Periodontitis relates to benign prostatic hyperplasia via the gut microbiota and fecal metabolome

Abstract

Objectives: Periodontitis is associated with benign prostatic hyperplasia (BPH), whether it related to gut floramicrobiota and metabonomics is unclear.

Methods: We established ligature-induced periodontitis (EP), testosterone-induced BPH, and composite rat models. Fecal samples were collected to detect gut microbiota by 16S rDNA sequencing and metabonomics were detected by liquid chromatography tandem mass spectrometry (LC-MS/MS).

Results: Sequencing results revealed differential gut floramicrobiota composition between EP+BPH group and other three groups. The abundances of Ruminococcus flavefaciens were significantly increased in EP+BPH group compared with other groups. Tenericutes, Mollicutes, RF39 and Ruminococcus gnavus were significantly decreased in EP+BPH group compared with BPH group, while Ruminococcus callidus and Escherichia were significantly decreased compared with EP group. For gut metabonomics, LC-MS/MS showed that fecal metabolites and seven metabolic pathways were changed in EP+BPH group, such as biosynthesis of unsaturated fatty acids, steroid hormone biosynthesis. Correlation analysis showed that the alterations of gut metabolism were significantly correlated with differential gut floramicrobiota, such as Ruminococcus callidus and Ruminococcus flavefaciens.

Conclusion: Our study highlights the relationship of periodontitis and BPH, the alterations of gut floramicrobiota and metabolites may be involved in two diseases, which provides new idea for prevention and treatment of patients with periodontitis concurrent BPH.

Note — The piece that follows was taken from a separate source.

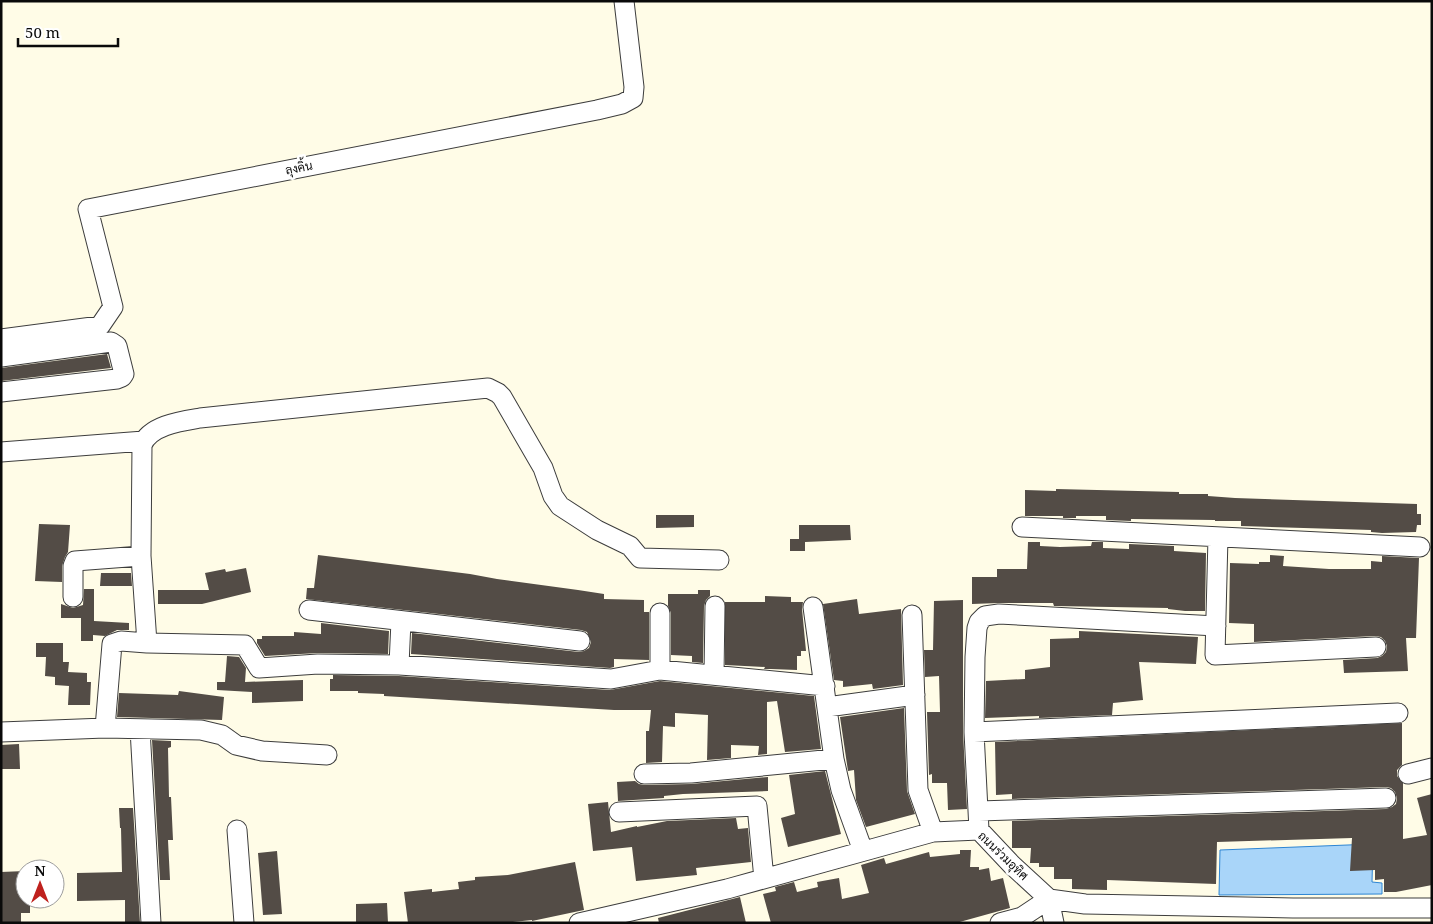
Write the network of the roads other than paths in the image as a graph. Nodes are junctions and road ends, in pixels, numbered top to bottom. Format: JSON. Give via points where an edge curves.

Keywords: benign prostatic hyperplasia; fecal metabolites; gut microbiota; multi-omics analysis; periodontitis.

Figure 1

Effect of EP + BPH on the gut microbiota was different from that of EP or BPH (A) Grouping and comparison strategies: we divided all the rats into four groups (control group, EP group, BPH group, and EP + BPH group) and compared between groups. BPH/Control represents the effect of BPH on healthy control rats, EP/Control represents the effect of EP on healthy control rats, EP + BPH/EP represents the effect of BPH on EP + BPH rats, and EP + BPH/BPH represents the effect of EP on EP + BPH rats. (B) Overview of OTUs in different groups: different colors represent different groups, and the overlapping parts of the numbers are common. Principal component analysis (PCA) (C), partial least squares discrimination analysis (PLS-DA) (D), and principal co-ordinates analysis (PCoA) (E) for different groups: different colors represent different groups. (F) The clustering tree of the unweighted pair-group method with arithmetic means (UPGMA): for samples under the same branch, the shorter the branch length between samples, the more similar the two samples are, and the higher the similarity of species composition is.

Figure 2

EP + BPH affects the structure of gut microbiota. The species bar chart shows the species composition and proportion of each sample at family level (A) and genus level (B): The X axis is the sample name, and the Y axis is the relative abundance of annotated microbiota species.

Figure 3

EP + BPH affects the abundance of gut microbiota, which is different from EP or BPH. Comparison of relative abundance of Tenericutes (A), Mollicutes (B), RF39 (C), Ruminococcus callidus (D), Roseburia (E), Ruminococcus (F), Dorea (G), Escherichia coli (H), and Ruminococcus gnavus (I) in different groups. ^* p < 0.05, ^** p < 0.01, ^*** p < 0.001.

Figure 4

EP and BPH may affect fecal metabolites through interaction in rats. (A) Principal component analysis (PCA) for different groups: different colors represent different groups. Petal diagram of metabolites (B) and metabolic pathways (C) in different comparison pairs: different colors represent different pairs, and the overlapping parts of the numbers are common. (D) Intersection of different functional enrichment pathways.

Figure 5

Alteration in metabolites in metabolic pathways that may be related to the interaction between EP and BPH. Alteration of related metabolites in the biosynthesis of unsaturated fatty acids (A), steroid hormone biosynthesis (B), nicotinate and nicotinamide metabolism (C), tyrosine metabolism (D), primary bile acid biosynthesis (E), prostate cancer (F), and pathways in cancer (G).

Figure 6

Changes in gut microbiota are correlated with the changes in metabolites. Heat map of correlations between gut microbiota and metabolites in metabolic pathways: X axis is the changed gut microbiota, and the Y axis is the metabolites in the metabolic pathway. ^* p < 0.05, ^** p < 0.01.